On reflection I think she had thought that one queues at a bar, and I wonder if she had been standing for some time behind a group of people at some distance from the bar, thinking she was at the back of a very slow queue. Seeing me walk up to the empty bar (ETA - I mean here 'the empty part of the bar') and wait to be noticed by the bar staff, made her think that I was pushing in. So, in other words, she was in an environment where she didn't understand the norms of 'how to behave at a bar'. That's not her fault, though I do think it is a particularly upper-crust British attitude to go into an environment that you aren't familiar with and get angry with people for not being like you (the British have certainly been criticised for doing that to 'foreigners' even in their own countries).
Anyway, this memory was stimulated by this BBC report about how to get served at bars.

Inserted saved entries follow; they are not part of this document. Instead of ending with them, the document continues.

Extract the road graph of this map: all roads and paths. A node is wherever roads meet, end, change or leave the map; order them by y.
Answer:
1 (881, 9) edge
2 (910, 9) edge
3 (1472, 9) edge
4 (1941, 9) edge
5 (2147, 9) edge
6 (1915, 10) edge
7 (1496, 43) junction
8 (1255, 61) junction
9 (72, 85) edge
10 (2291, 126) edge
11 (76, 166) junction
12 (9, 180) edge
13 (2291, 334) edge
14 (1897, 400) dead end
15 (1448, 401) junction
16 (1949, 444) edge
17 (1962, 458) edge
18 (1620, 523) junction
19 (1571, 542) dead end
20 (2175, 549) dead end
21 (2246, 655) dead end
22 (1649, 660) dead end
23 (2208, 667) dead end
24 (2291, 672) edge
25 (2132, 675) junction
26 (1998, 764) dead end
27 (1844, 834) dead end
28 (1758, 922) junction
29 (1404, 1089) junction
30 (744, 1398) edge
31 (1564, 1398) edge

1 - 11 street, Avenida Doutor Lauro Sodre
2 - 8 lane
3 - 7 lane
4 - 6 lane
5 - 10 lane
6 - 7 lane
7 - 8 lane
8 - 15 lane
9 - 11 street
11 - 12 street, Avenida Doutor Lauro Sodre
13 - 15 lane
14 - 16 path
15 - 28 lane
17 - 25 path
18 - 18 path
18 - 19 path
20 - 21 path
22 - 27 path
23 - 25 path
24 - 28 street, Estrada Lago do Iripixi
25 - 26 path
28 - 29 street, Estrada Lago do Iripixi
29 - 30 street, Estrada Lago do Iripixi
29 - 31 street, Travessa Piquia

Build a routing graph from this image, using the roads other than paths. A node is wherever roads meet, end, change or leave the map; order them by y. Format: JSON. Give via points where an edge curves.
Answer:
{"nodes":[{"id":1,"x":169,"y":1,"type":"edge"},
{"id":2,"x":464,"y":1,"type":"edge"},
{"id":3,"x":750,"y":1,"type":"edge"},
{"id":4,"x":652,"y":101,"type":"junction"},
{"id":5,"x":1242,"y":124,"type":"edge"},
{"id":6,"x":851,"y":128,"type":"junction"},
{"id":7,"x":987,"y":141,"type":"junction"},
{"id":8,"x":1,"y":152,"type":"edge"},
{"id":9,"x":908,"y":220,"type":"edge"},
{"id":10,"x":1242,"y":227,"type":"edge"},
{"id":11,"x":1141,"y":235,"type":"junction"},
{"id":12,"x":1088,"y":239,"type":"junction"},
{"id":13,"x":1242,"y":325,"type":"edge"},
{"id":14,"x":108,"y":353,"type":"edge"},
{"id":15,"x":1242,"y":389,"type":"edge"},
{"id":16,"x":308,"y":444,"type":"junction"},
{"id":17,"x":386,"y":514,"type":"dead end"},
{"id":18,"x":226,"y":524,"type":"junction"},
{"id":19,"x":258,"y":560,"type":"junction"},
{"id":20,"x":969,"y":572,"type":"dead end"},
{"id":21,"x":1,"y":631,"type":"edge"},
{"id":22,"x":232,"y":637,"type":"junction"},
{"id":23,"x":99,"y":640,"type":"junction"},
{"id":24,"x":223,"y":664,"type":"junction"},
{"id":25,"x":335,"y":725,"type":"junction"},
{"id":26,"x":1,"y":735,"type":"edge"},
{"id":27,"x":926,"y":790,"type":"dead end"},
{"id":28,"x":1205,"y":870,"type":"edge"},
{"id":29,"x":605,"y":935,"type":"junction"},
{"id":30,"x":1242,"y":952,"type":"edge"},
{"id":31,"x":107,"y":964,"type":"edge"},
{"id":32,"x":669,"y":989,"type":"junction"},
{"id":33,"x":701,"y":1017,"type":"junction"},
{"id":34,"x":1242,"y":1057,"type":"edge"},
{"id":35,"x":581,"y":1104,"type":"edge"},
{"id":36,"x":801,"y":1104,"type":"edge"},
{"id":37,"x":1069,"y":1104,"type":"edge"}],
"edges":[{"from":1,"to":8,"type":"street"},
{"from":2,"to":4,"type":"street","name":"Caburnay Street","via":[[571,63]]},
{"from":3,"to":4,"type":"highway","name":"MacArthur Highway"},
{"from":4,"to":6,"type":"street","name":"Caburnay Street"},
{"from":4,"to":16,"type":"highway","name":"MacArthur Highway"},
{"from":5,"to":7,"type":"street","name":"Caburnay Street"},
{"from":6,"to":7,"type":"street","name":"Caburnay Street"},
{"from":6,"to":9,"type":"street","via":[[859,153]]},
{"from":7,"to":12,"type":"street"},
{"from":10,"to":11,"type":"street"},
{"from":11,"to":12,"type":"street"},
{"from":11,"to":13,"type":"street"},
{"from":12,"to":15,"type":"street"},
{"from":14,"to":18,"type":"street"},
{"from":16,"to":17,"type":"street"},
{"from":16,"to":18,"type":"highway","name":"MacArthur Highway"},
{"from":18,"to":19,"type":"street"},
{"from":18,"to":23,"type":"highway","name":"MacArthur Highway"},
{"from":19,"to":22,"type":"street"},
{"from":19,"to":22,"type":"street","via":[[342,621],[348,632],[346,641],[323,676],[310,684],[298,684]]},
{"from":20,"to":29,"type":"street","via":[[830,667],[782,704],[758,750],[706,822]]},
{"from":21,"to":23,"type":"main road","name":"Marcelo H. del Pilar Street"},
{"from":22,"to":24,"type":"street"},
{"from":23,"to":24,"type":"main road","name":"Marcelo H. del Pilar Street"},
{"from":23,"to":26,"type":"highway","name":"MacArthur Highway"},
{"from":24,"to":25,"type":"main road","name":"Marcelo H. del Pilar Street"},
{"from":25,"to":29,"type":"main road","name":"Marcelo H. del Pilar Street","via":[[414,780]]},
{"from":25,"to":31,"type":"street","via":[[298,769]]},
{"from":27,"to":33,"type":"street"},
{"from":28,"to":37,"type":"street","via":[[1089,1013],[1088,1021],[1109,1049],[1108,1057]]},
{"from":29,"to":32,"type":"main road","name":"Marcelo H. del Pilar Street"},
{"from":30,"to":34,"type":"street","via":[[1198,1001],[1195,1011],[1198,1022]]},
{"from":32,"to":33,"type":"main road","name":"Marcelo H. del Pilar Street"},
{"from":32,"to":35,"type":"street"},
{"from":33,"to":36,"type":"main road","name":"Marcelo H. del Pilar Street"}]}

Britain may be a nation of queuers, but the thought of lining up in an orderly fashion at a bar is enough to turn many a drinker's beer flat. But that's what patrons of busy town centre pubs in Oldham may find themselves doing if plans for post office-style queues go ahead to deter trouble.
Hmm. I do think British pubs are understaffed compared to American and European bars. In Europe (this is how it seems to me) there's less of a tendency to pare overheads to the bone, so there are plenty of staff, and in the US wait staff are badly underpaid but at least get decent tips so there tend to be as many as the custom will stand (this is just what I've been told by various people).